What is being asked: In the data that follows, find each line containing "roads" and copy it.

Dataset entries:
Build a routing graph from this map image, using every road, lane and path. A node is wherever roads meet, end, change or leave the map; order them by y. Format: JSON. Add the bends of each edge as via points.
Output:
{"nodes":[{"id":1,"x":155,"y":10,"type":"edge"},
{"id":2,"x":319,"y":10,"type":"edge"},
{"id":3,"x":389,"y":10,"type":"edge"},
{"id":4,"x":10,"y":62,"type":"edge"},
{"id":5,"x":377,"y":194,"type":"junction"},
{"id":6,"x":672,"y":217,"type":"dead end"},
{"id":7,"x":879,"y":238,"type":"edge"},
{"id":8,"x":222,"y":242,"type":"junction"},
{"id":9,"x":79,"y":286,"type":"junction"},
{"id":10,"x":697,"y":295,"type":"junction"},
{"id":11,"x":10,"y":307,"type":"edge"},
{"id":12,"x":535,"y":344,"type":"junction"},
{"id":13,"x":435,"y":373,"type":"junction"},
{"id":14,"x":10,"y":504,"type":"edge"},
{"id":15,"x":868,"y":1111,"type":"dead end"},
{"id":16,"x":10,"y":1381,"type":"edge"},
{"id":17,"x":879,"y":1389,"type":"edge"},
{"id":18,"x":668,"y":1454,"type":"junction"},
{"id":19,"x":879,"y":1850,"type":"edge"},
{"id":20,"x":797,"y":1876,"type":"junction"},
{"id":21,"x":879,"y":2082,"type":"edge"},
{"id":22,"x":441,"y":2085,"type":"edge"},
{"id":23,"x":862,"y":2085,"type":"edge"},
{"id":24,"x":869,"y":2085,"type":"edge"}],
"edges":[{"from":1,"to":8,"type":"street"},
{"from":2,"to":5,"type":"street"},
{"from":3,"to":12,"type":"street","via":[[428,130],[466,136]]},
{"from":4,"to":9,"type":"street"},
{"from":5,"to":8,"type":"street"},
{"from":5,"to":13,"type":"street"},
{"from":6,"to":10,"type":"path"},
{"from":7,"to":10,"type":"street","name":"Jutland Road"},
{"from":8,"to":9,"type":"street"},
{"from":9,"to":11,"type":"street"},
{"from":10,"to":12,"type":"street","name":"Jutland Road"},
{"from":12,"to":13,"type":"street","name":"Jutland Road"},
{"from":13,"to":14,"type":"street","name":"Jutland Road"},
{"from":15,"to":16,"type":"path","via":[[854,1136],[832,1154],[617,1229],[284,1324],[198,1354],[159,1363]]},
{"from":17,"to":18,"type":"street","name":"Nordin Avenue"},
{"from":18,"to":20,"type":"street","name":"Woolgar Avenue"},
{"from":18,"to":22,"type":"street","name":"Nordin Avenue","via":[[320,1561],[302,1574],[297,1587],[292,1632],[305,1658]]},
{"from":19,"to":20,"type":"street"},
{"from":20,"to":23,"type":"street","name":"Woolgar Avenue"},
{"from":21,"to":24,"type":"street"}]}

---

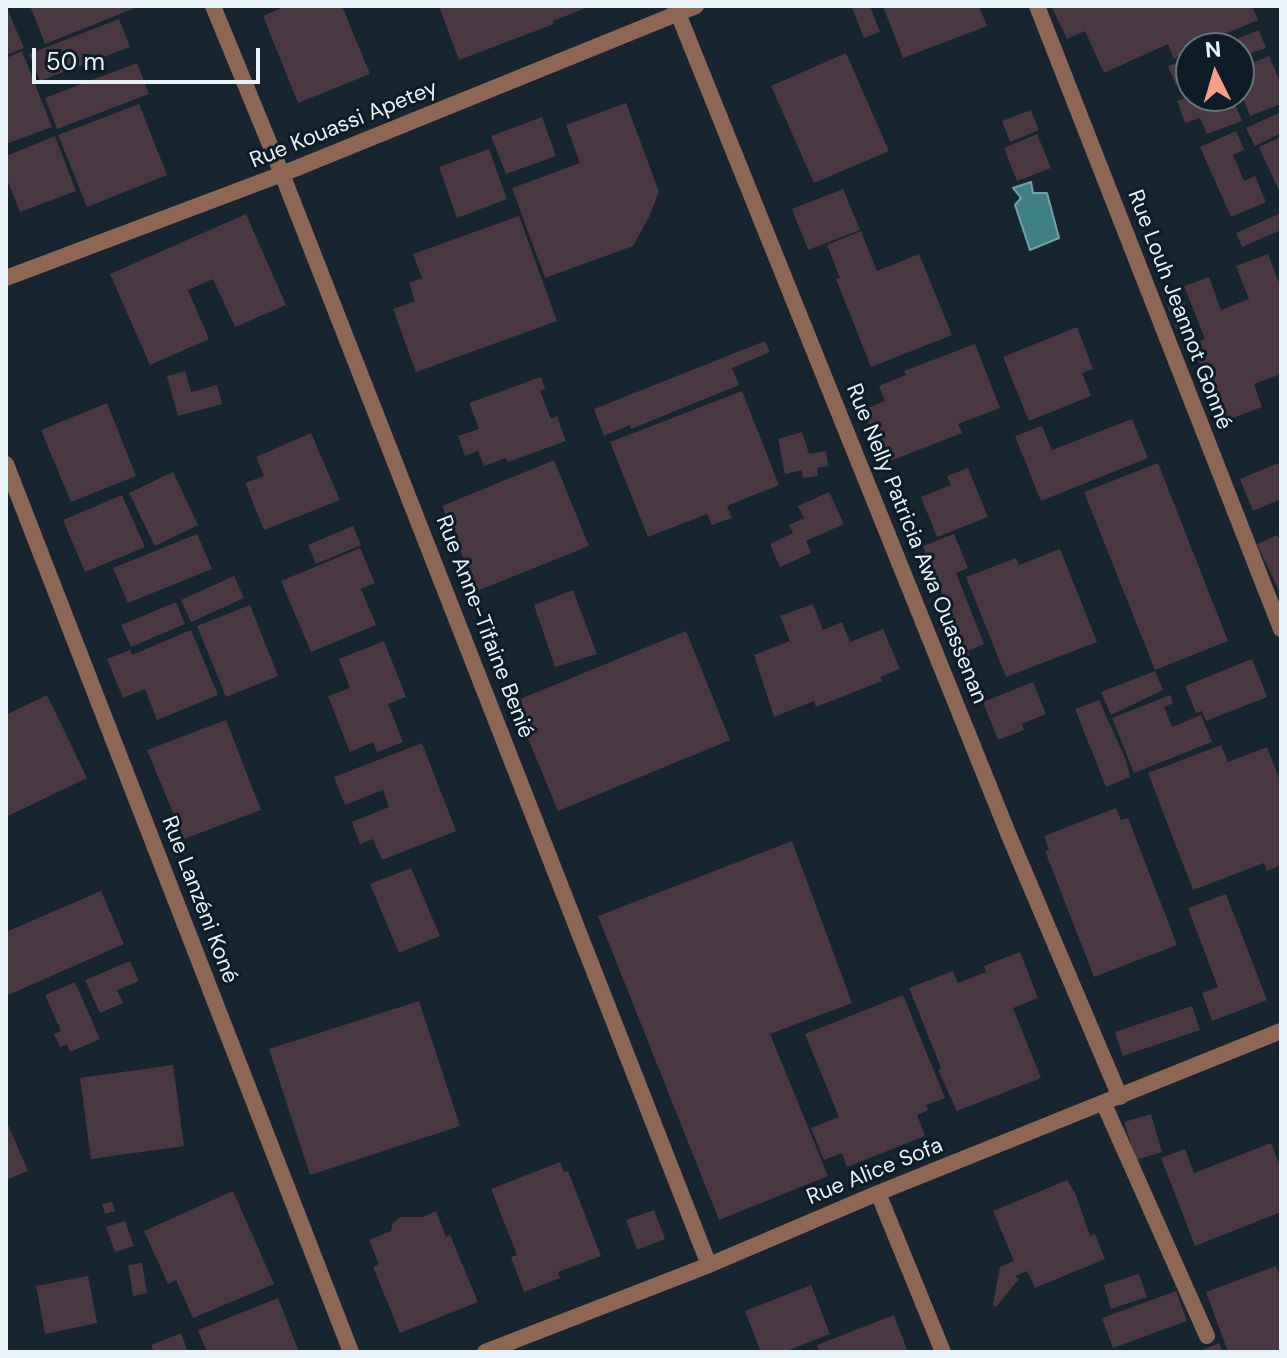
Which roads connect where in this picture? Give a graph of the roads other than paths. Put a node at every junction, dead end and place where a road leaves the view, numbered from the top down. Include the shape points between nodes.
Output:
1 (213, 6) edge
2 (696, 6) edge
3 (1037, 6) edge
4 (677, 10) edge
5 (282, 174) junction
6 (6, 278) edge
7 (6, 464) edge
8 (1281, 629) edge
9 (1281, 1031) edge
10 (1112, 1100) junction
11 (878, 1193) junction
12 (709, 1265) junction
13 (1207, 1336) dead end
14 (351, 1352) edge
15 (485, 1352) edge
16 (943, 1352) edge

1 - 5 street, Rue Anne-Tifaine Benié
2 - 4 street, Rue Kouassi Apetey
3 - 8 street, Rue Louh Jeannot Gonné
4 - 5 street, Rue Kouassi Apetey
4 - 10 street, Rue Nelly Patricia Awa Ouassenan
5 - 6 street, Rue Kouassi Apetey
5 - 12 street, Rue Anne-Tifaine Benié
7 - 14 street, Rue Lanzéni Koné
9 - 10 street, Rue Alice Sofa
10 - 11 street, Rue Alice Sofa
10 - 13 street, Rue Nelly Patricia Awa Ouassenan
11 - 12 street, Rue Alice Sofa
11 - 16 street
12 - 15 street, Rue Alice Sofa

Response for this exercise:
Build a routing graph from this map image, using every road, lane and path. A node is wherever roads meet, end, change or leave the map; order them by y. Format: JSON. Add the bends of each edge as via points.
Which roads connect where in this picture? Give a graph of the roads other than paths. Put a node at every junction, dead end and place where a road leaves the view, numbered from the top down. Include the shape points between nodes.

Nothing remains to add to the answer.